In the third and fourth stanzas we learn of another reason why the speaker is attempting this connection with the entity of inner self. As she calms the pain and despair of inner self, she hopes that somehow her life will begin again as clarified by the phrase "to renew my life." At the same time, the speaker looks at urban life with words such as streets, city, tapestries, brokerage firms, drug dealers, private estates, personal things, and bag lady's cart. The synecdoche--a figure of speech in which a part is made to represent the whole or vice versa--are terms that are used to describe the rich and the poor, the haves and the have-nots, the privileged and the enablers. There is extra meaning in the phrase "tapestries of brokerage firms". Tapestries are hand-made and in this instance, the threads might be the diversity of all life at different states of existence. The word brokerage contains the word 'rage' within it. Brokers are persons who buy and sell for a commission. One might say that drug dealers do the same. The main difference between the two is that brokers would probably not have any dealings with the bag lady's cart, whereas drug dealers are unaffected by a client's socio-economic status.
In the fifth stanza, the speaker notes that life on the planet has turned away from her. They note that she is in communion with her inner self and that she is attempting to calm it. Every human on the planet has its own inner self, but these persons fear their own inner lives. Note, also that in the fifth stanza, the poet went from describing herself as having an inner self, but the inner selves of others are referred to as inner worlds. In this instance, the author goes from describing herself as a single individual yet recognizing that the collective's individual selves make up an inner world. She makes a connection between herself and humanity.
In the sixth stanza there is mention of a common world. A common world is shared equally by all (community, nation, culture). The common world is also in contrast to private estates and personal things. Common carries a double-entendre as it can also mean coarse, vulgar, lacking rank, station, distinction, hackneyed, trite, of mediocre or inferior quality; mean; low; etc. I believe that the "I love anew" is connected with the "renew my life" of stanza three. The poet feels the life blood in her that carries the DNA and history of her people; a people who refused to relinquish their benevolence, compassion, empathy, friendship, generosity, goodness, goodwill, or kindness in a world in which they were mistreated.
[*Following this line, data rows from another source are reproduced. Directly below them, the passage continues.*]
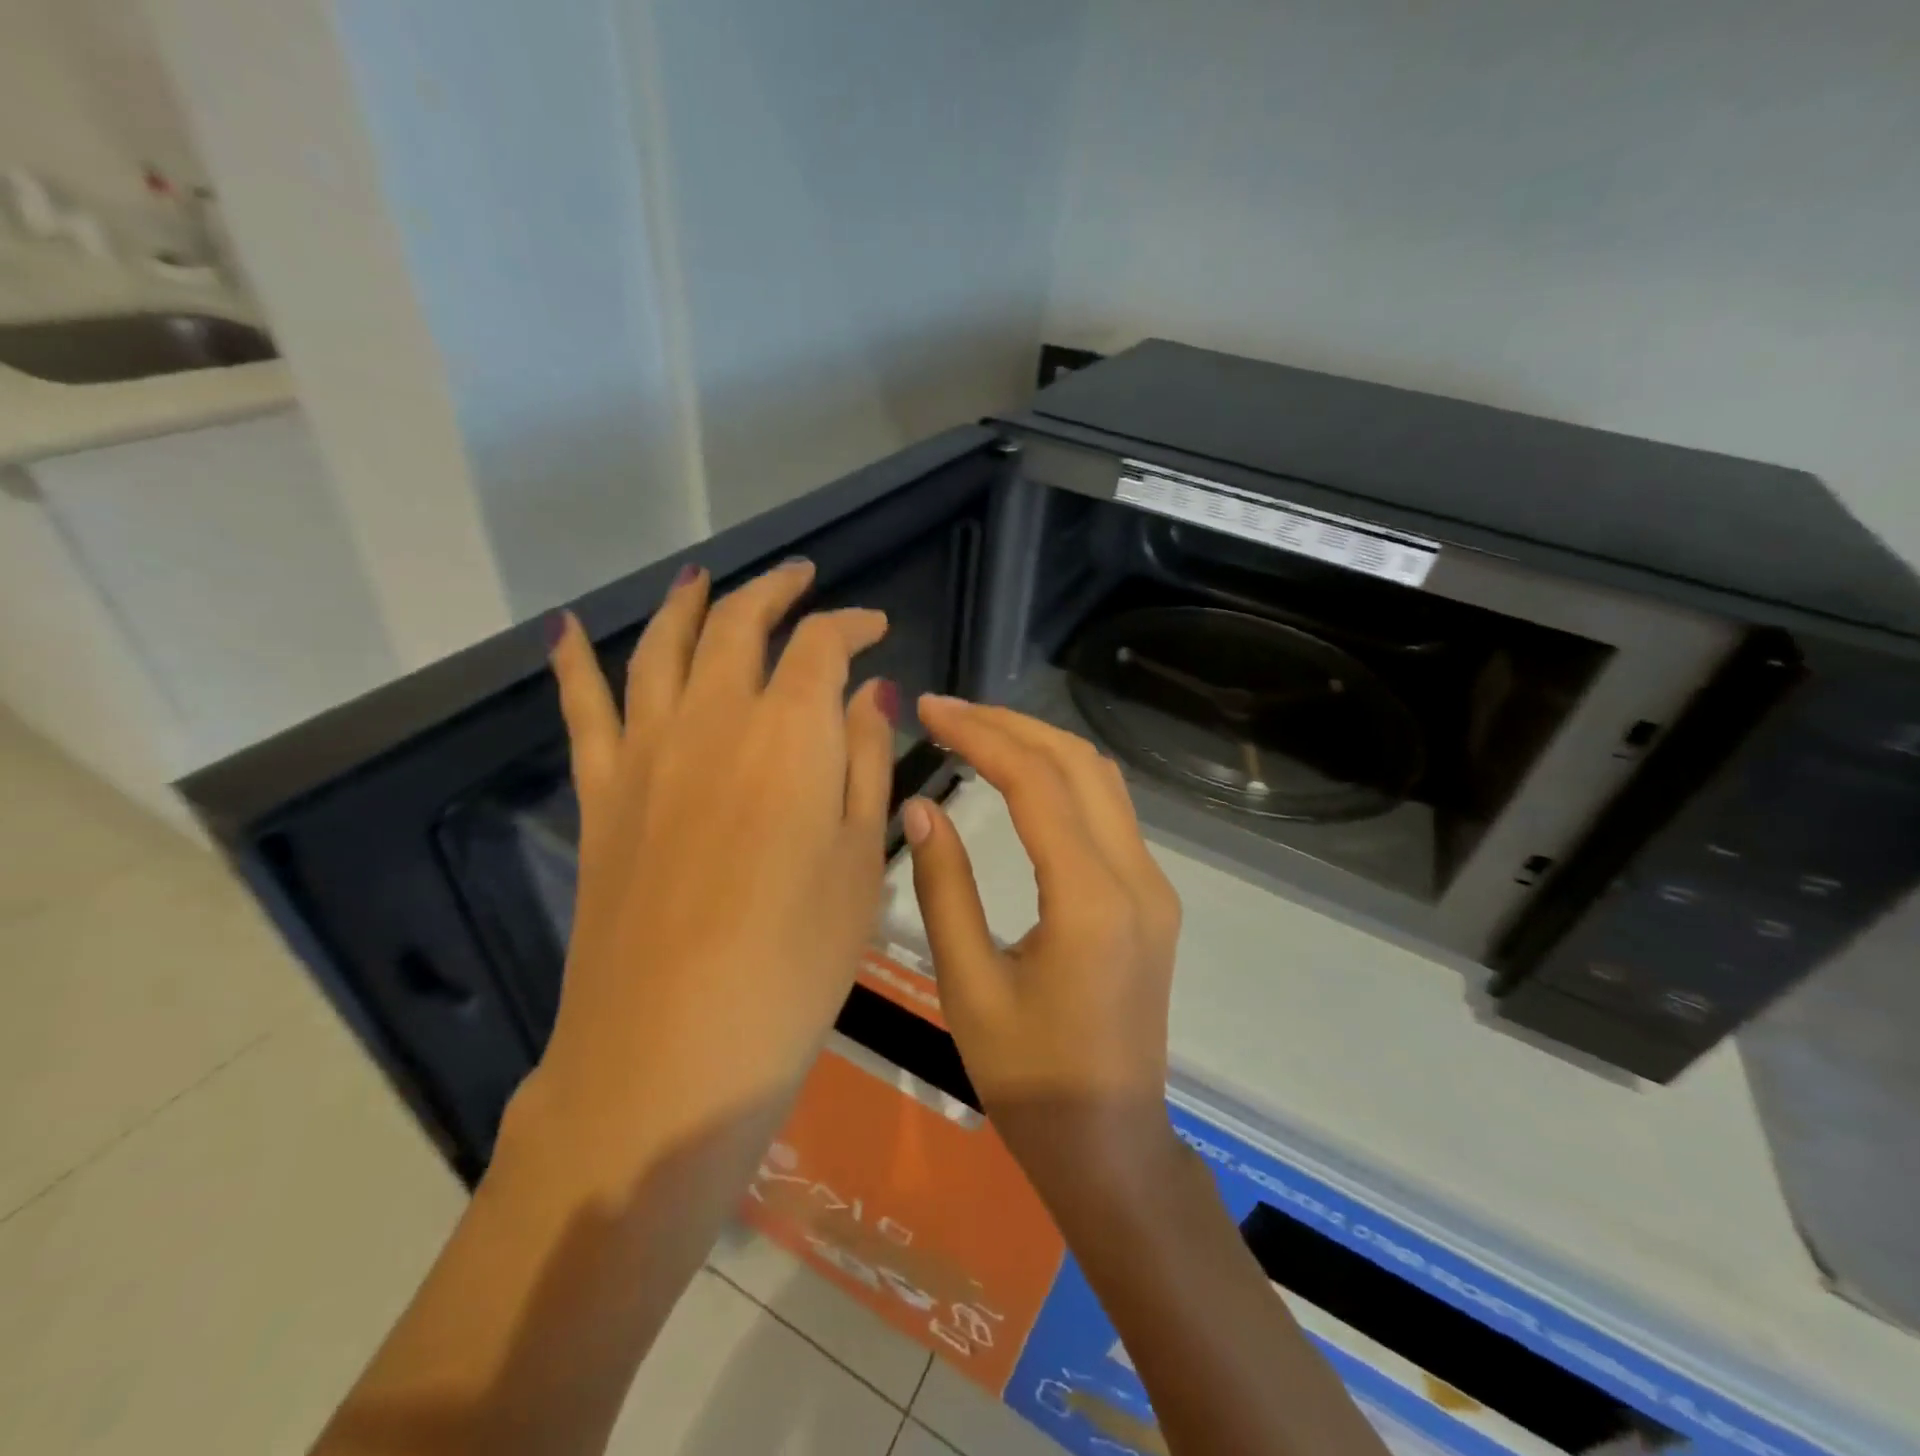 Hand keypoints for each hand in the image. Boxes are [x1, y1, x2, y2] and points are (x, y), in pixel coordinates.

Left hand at [524, 559, 896, 1173]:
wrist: (674, 1045)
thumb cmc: (797, 958)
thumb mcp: (860, 858)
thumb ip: (864, 760)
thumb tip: (870, 690)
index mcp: (789, 732)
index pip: (821, 644)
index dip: (851, 624)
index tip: (875, 627)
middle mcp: (712, 719)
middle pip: (738, 624)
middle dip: (774, 590)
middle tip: (801, 580)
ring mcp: (646, 752)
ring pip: (661, 646)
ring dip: (687, 602)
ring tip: (703, 577)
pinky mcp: (602, 793)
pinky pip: (582, 708)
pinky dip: (572, 662)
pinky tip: (564, 630)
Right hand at [902, 696, 1183, 1200]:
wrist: (1111, 1144)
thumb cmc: (1028, 1080)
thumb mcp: (967, 987)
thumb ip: (944, 888)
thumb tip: (920, 805)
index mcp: (1091, 901)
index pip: (1036, 783)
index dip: (980, 735)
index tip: (930, 709)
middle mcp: (1136, 878)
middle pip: (1079, 763)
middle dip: (1011, 725)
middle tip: (948, 711)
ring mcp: (1154, 886)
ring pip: (1101, 781)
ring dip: (1041, 745)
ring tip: (977, 732)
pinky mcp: (1152, 898)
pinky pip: (1110, 812)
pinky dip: (1063, 778)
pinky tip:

In the seventh stanza, the speaker realizes that her world consists of things that are both bad or ugly as well as valuable and vital. She is able to find or separate things that work as tools that could change her sadness into wishes for positive and happy outcomes in life.
And, in the end, she recognizes the positivity of her rekindled spirit and holds it as a compassionate practice for generations to come, much as those "who refused to surrender their humanity in an inhumane world" had done.
I hope I have done this poet justice.